┏━━
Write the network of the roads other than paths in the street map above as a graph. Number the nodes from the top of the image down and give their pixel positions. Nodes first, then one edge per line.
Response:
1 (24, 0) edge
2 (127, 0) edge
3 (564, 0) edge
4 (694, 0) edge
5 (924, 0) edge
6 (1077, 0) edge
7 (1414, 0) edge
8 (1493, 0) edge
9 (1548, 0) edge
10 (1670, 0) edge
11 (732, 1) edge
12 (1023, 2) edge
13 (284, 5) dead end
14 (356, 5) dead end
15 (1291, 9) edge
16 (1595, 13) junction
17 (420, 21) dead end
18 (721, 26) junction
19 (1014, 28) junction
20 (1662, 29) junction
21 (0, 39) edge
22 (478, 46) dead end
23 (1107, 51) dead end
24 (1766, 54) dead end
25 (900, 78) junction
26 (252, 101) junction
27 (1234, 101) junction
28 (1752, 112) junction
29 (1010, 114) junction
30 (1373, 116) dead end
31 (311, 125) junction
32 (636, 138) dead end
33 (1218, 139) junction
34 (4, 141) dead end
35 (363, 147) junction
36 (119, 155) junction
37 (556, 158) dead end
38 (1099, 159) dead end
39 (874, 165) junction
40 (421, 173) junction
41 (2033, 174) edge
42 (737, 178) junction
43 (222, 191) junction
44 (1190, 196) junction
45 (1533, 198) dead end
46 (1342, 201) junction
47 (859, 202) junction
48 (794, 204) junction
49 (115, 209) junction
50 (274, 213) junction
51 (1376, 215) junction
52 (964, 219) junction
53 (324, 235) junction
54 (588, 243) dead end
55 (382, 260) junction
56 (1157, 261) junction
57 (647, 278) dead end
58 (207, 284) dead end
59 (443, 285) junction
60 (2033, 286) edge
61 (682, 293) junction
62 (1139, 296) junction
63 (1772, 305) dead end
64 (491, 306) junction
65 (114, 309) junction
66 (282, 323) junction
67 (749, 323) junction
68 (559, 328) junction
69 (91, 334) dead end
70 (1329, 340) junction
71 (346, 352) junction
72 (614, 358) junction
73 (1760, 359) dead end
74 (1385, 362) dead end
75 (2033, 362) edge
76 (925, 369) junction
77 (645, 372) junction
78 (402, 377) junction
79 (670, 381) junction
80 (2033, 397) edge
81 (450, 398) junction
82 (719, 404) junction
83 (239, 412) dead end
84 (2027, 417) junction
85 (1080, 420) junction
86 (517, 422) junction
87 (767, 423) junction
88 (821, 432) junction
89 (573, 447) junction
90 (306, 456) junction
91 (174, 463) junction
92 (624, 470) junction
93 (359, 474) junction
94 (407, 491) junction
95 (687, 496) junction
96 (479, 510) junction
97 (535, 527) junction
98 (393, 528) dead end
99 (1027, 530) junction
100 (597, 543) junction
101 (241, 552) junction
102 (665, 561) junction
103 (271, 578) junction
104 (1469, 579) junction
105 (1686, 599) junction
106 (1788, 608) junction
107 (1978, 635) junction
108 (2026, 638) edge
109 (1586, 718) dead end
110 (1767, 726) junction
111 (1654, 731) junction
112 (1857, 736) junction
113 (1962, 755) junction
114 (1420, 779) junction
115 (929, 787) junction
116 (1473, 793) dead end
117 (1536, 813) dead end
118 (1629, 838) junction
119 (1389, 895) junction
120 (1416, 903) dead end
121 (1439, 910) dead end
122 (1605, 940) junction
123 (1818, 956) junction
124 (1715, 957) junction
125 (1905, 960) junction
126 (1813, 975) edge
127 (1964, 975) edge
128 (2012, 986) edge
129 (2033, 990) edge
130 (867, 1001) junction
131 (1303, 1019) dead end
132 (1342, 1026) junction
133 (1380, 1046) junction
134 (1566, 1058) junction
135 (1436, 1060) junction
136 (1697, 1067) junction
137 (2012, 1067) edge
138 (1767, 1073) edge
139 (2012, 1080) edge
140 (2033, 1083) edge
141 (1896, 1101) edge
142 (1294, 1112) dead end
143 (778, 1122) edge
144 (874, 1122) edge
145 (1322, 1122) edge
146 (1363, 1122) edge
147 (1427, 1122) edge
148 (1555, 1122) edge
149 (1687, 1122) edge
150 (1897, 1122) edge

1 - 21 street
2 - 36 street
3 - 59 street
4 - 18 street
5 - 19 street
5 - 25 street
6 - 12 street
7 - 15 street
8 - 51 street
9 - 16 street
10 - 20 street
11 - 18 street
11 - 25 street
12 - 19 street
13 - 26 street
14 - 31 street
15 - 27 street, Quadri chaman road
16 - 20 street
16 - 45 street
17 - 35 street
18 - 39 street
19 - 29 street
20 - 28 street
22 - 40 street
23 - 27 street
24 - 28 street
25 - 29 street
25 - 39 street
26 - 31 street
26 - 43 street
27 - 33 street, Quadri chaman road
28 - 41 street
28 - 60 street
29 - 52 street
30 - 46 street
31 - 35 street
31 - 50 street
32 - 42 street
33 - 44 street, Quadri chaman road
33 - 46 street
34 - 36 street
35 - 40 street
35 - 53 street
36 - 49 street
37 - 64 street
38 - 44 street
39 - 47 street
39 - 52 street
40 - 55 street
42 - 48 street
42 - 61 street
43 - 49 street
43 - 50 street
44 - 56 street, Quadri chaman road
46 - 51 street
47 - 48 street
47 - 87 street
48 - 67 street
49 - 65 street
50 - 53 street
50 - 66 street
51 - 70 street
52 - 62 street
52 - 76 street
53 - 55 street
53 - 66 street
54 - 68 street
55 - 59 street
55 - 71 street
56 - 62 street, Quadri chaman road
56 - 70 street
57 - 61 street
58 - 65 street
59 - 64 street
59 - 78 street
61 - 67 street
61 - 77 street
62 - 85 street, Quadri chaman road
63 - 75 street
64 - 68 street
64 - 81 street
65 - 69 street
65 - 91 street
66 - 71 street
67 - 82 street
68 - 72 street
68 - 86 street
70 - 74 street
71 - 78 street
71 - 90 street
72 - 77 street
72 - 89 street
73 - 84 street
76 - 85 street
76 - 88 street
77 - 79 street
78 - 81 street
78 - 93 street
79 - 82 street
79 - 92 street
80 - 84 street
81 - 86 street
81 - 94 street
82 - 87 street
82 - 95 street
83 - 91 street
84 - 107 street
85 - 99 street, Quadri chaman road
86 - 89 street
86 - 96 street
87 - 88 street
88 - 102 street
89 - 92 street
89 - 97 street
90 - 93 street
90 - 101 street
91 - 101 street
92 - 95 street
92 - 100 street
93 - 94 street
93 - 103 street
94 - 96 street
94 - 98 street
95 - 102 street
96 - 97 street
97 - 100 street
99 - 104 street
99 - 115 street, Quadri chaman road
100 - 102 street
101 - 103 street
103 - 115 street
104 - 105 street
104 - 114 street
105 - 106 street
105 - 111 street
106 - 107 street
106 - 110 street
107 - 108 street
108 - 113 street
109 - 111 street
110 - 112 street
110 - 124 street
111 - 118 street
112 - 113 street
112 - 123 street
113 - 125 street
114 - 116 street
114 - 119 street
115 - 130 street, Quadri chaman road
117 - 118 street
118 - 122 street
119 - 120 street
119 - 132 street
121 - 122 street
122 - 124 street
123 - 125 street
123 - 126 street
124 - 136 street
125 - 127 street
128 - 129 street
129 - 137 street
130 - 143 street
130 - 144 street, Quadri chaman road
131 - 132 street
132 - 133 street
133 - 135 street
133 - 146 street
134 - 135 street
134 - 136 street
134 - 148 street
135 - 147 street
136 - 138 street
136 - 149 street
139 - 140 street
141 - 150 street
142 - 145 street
┗━━
### [TASK TO CARRY OUT]
A count is needed of the lines above that hold the word "Quadri"; give that count and no other text.

### [RESULT]
10